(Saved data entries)
————

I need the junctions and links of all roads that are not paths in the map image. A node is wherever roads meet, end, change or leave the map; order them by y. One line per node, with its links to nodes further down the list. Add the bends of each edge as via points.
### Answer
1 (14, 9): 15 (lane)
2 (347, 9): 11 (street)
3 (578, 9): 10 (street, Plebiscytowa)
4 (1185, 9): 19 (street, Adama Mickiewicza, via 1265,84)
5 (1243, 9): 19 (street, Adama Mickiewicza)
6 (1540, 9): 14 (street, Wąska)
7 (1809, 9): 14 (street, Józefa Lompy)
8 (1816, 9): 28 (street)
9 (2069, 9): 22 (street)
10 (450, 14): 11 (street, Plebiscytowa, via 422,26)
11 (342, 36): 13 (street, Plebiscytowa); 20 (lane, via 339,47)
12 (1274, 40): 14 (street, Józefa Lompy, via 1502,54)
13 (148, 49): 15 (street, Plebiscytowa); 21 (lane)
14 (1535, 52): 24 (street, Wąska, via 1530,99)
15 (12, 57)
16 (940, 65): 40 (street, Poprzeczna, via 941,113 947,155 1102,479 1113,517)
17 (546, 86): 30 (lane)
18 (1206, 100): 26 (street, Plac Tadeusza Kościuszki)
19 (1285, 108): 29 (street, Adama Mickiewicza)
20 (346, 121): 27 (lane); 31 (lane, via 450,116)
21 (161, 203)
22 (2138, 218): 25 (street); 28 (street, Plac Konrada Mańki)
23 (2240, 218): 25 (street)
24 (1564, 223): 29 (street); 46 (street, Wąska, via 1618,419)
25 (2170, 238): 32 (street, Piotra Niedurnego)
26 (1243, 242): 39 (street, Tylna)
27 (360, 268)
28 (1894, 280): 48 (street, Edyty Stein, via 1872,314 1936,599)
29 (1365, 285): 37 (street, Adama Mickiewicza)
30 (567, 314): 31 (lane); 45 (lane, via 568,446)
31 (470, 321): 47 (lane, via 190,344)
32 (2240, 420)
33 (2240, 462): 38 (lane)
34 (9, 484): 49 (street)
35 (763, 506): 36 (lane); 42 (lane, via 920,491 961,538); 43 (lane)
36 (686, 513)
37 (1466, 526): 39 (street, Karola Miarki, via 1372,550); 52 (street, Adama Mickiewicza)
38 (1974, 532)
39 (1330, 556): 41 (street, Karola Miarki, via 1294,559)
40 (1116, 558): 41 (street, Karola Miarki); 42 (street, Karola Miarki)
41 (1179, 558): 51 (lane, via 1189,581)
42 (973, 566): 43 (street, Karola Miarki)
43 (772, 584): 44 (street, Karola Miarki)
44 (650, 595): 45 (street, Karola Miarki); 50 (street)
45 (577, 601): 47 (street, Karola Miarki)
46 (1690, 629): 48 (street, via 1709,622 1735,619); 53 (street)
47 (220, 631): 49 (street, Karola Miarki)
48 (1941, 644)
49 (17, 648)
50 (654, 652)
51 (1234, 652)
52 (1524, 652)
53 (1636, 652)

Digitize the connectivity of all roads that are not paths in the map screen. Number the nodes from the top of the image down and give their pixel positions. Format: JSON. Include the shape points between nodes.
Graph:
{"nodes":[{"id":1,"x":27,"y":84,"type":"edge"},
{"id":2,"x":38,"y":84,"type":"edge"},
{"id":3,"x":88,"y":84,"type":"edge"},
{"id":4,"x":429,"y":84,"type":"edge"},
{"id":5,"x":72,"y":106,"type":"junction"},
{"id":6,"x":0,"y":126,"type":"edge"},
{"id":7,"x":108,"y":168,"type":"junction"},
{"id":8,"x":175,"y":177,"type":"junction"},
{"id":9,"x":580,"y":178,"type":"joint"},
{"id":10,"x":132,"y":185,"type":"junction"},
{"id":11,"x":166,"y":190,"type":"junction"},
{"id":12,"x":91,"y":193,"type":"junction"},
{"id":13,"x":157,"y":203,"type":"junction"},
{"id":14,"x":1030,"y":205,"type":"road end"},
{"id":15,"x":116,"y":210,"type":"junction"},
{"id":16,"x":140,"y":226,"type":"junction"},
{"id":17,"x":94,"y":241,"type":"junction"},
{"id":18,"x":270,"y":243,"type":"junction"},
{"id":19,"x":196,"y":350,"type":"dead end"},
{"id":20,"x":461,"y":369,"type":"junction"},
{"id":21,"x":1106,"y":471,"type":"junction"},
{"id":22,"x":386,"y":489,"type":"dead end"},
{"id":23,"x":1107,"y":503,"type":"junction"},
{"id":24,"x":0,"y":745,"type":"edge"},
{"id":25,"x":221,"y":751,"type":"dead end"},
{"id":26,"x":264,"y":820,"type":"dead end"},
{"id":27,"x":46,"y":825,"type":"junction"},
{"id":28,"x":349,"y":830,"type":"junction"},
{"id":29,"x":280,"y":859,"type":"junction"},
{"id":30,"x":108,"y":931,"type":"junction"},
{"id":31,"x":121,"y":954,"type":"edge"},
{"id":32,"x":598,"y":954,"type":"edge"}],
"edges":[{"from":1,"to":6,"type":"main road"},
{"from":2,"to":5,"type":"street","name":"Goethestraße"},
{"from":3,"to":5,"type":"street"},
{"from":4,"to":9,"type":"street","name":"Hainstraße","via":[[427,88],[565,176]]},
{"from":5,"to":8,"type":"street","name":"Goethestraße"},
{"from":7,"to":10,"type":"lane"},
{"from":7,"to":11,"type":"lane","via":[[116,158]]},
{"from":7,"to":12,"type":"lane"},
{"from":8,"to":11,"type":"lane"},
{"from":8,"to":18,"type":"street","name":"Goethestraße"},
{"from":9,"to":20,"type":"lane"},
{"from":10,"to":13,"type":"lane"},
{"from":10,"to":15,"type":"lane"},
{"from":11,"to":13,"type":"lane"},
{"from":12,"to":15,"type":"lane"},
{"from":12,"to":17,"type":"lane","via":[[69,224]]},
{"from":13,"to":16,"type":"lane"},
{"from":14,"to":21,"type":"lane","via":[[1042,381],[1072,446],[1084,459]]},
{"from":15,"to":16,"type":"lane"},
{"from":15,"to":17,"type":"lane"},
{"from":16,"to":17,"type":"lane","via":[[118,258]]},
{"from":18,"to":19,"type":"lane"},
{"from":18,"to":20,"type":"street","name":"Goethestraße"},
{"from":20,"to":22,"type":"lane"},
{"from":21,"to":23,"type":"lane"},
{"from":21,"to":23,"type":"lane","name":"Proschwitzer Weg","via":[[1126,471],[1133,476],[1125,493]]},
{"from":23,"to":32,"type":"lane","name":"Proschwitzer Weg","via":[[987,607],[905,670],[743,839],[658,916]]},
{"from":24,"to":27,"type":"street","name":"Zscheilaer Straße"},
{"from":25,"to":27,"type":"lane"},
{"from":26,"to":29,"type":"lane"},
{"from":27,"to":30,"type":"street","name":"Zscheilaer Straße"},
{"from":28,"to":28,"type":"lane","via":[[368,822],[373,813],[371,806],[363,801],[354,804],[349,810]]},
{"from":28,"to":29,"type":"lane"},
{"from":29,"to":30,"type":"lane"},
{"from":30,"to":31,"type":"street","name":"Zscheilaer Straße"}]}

————

*Your assignment:* Your response should be made up of the lines in the data that contain the word "down".

*Response to this exercise:*
I need the junctions and links of all roads that are not paths in the map image. A node is wherever roads meet, end, change or leave the map; order them by y. One line per node, with its links to nodes further down the list. Add the bends of each edge as via points.
Digitize the connectivity of all roads that are not paths in the map screen. Number the nodes from the top of the image down and give their pixel positions. Format: JSON. Include the shape points between nodes.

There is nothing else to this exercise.